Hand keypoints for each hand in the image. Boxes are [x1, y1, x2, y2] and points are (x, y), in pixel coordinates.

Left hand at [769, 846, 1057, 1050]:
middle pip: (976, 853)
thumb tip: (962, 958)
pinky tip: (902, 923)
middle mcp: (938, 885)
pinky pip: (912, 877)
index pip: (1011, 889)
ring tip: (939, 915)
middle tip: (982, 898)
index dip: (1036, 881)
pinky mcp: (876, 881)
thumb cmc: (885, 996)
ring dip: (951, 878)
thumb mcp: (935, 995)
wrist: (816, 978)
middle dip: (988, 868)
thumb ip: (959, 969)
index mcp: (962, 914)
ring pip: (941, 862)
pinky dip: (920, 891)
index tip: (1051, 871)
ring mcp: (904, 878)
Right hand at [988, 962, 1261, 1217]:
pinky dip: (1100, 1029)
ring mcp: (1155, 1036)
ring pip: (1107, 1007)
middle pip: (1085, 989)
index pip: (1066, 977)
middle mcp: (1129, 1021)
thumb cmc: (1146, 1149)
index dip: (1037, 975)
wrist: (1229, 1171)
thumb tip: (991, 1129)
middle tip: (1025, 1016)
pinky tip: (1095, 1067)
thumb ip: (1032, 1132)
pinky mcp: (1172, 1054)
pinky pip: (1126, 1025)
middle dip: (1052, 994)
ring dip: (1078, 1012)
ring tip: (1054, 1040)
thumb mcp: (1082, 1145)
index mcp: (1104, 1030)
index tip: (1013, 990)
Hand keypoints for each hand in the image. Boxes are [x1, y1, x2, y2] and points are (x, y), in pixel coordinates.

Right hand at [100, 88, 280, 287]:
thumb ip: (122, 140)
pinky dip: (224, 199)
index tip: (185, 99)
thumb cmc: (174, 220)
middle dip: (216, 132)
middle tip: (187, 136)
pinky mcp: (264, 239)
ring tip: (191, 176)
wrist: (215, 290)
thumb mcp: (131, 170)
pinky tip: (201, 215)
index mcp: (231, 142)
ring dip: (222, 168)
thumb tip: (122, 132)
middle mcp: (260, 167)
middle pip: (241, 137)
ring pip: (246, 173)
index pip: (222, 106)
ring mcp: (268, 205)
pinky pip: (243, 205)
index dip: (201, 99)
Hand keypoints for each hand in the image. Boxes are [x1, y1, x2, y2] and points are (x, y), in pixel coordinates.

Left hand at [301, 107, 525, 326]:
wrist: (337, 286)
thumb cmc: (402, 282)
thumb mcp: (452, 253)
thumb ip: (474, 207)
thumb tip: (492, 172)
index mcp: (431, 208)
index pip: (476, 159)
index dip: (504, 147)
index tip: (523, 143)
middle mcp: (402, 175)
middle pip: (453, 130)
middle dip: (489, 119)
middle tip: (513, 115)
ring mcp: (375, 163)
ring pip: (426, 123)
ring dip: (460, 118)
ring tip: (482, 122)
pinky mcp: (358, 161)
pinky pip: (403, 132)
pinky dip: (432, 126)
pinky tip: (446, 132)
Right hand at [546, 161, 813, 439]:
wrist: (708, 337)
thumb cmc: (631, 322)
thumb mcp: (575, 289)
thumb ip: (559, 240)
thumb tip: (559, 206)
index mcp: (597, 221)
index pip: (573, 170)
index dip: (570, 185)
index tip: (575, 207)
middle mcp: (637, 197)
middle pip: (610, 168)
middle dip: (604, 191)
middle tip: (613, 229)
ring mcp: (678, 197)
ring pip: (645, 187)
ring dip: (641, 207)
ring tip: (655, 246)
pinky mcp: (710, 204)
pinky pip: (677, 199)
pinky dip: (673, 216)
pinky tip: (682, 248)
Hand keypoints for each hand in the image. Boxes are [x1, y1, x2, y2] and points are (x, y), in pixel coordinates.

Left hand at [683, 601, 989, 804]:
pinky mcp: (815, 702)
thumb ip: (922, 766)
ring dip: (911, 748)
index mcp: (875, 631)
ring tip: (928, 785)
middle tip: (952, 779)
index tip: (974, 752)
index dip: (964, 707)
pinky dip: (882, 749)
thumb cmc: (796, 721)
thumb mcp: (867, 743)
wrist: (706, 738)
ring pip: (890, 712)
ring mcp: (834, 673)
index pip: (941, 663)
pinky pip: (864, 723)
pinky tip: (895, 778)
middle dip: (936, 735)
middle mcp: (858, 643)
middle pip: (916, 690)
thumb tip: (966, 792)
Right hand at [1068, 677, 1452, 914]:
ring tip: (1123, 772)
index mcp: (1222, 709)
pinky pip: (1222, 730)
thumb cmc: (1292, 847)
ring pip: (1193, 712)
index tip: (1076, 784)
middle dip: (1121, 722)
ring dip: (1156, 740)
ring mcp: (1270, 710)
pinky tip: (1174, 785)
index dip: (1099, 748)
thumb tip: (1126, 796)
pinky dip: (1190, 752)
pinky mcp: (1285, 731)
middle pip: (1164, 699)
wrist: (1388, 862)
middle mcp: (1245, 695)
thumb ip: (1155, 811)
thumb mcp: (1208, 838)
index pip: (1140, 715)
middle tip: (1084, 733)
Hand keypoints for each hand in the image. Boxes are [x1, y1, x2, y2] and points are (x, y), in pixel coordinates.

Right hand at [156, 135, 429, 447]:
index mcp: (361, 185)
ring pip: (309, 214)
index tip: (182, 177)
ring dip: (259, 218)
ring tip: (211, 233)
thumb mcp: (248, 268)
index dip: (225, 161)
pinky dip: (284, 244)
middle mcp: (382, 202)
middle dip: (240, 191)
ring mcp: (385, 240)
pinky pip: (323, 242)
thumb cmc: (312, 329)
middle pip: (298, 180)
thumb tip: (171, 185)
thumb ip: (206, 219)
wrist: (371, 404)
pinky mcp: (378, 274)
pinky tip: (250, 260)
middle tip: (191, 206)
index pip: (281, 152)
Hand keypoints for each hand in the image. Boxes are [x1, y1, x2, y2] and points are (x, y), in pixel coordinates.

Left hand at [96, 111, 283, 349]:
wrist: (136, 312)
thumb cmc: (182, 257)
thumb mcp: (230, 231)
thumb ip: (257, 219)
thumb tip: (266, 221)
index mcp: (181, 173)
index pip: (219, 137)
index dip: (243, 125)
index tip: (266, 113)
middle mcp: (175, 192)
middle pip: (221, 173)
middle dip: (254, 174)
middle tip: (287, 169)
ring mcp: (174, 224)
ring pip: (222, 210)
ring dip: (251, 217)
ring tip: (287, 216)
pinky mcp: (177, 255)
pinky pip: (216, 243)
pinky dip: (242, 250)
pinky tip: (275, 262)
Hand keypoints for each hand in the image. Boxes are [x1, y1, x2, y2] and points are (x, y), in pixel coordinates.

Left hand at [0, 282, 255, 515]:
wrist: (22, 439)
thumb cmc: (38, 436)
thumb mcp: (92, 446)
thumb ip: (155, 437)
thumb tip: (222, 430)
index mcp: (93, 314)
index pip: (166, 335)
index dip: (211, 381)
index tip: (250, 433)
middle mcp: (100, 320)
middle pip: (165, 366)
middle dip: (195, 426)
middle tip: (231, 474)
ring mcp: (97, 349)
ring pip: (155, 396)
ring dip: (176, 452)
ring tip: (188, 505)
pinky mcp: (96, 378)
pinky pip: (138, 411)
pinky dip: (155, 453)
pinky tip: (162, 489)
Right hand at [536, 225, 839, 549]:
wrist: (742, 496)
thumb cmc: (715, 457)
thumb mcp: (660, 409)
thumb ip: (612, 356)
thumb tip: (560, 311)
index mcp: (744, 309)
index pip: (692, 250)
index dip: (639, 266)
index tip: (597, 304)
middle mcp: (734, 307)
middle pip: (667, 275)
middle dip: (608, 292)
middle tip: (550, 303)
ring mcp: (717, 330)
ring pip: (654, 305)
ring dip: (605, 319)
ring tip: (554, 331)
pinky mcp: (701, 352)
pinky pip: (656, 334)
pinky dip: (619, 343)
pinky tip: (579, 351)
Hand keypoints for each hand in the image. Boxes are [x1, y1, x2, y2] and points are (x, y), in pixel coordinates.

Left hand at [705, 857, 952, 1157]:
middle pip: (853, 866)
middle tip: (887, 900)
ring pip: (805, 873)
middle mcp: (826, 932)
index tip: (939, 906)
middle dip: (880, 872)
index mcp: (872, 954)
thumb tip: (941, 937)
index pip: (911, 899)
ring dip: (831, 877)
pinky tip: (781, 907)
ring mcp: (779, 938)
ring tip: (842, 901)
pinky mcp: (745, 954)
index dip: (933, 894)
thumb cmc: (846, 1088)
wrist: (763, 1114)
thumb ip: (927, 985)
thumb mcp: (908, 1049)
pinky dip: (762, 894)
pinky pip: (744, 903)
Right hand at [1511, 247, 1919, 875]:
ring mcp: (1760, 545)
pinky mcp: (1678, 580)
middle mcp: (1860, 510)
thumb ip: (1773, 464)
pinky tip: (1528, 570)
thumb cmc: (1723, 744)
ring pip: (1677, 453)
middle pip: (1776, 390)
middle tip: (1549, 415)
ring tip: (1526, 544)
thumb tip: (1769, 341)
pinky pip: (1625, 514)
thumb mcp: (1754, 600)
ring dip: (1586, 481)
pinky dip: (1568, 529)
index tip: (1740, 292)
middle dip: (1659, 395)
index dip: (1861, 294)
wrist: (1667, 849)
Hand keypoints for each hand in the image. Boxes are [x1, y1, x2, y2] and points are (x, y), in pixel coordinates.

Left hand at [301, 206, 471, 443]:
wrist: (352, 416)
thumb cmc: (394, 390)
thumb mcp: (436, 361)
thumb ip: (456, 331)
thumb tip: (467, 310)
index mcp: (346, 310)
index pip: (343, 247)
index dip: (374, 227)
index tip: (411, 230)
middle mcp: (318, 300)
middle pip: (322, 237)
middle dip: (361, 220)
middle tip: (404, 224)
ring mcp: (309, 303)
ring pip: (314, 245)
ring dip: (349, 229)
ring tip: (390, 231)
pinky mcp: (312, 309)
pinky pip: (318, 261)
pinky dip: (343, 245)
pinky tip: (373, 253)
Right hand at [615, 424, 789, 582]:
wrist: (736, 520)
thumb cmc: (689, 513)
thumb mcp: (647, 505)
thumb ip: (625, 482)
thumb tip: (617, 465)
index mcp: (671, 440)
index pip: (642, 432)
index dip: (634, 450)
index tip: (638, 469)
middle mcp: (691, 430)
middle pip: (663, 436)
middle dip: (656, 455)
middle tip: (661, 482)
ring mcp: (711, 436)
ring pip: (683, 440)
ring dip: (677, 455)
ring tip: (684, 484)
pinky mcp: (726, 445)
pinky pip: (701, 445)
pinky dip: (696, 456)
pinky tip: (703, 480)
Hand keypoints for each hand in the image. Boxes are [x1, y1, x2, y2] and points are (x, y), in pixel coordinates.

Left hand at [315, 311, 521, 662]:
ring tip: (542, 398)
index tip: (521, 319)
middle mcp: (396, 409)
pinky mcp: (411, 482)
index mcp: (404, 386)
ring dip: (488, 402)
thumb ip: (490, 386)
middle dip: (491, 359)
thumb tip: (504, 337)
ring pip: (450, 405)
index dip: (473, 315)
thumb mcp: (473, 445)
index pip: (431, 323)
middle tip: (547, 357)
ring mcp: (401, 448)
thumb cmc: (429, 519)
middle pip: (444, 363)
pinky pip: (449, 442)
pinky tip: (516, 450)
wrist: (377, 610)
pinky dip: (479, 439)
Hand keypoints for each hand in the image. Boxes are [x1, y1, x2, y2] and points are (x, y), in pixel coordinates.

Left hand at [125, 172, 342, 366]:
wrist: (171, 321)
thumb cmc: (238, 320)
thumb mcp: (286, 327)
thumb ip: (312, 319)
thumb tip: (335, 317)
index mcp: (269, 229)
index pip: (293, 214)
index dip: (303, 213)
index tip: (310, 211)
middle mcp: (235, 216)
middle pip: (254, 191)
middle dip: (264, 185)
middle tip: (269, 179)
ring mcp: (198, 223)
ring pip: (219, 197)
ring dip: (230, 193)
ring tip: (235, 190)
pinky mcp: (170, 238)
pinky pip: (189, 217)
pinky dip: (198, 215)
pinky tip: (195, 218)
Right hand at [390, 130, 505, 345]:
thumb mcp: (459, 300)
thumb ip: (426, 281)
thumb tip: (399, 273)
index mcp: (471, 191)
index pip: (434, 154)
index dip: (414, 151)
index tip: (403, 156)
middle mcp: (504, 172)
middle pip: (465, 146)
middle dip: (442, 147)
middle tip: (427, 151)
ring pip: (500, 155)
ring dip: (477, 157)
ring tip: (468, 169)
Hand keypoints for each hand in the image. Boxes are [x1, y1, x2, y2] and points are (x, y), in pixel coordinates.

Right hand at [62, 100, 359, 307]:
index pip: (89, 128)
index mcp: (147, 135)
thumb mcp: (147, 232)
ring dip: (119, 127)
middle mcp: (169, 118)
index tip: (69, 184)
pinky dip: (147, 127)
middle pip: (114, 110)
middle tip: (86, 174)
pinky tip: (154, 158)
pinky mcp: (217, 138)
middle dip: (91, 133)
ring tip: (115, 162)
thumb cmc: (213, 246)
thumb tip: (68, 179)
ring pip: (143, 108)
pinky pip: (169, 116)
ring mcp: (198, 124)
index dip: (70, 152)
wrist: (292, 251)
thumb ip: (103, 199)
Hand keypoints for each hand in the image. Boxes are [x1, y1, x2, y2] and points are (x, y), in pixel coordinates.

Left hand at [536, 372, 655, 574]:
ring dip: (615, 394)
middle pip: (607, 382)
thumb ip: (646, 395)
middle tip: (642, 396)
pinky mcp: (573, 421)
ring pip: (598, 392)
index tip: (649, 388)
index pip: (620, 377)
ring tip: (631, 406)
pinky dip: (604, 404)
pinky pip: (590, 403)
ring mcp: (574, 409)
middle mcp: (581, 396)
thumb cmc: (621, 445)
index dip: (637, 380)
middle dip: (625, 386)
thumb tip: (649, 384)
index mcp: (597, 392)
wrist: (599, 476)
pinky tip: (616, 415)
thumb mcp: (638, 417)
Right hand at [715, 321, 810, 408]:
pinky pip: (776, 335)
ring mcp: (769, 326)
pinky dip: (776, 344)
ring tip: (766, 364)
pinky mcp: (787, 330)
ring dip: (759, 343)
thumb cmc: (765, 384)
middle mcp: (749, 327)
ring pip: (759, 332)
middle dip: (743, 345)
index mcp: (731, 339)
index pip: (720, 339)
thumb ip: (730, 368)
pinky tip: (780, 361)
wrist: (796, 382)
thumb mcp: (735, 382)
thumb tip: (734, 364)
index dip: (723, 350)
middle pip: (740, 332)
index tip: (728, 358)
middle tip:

▸ **The problem**: If a line in the data above holds the string "Left", report that line.

▸ **Response to this task**:
Left hand at [769, 846, 1057, 1050]:
Left hand at [301, 107, 525, 326]:
Left hand at [683, 601, 989, 804]:
Left hand at [96, 111, 283, 349]:
Left hand at [0, 282, 255, 515]:
Left hand at [705, 857, 952, 1157]:
Left hand at [301, 206, 471, 443]:
Left hand at [315, 311, 521, 662]:
Left hand at [125, 172, 342, 366]:
Left hand at [536, 372, 655, 574]:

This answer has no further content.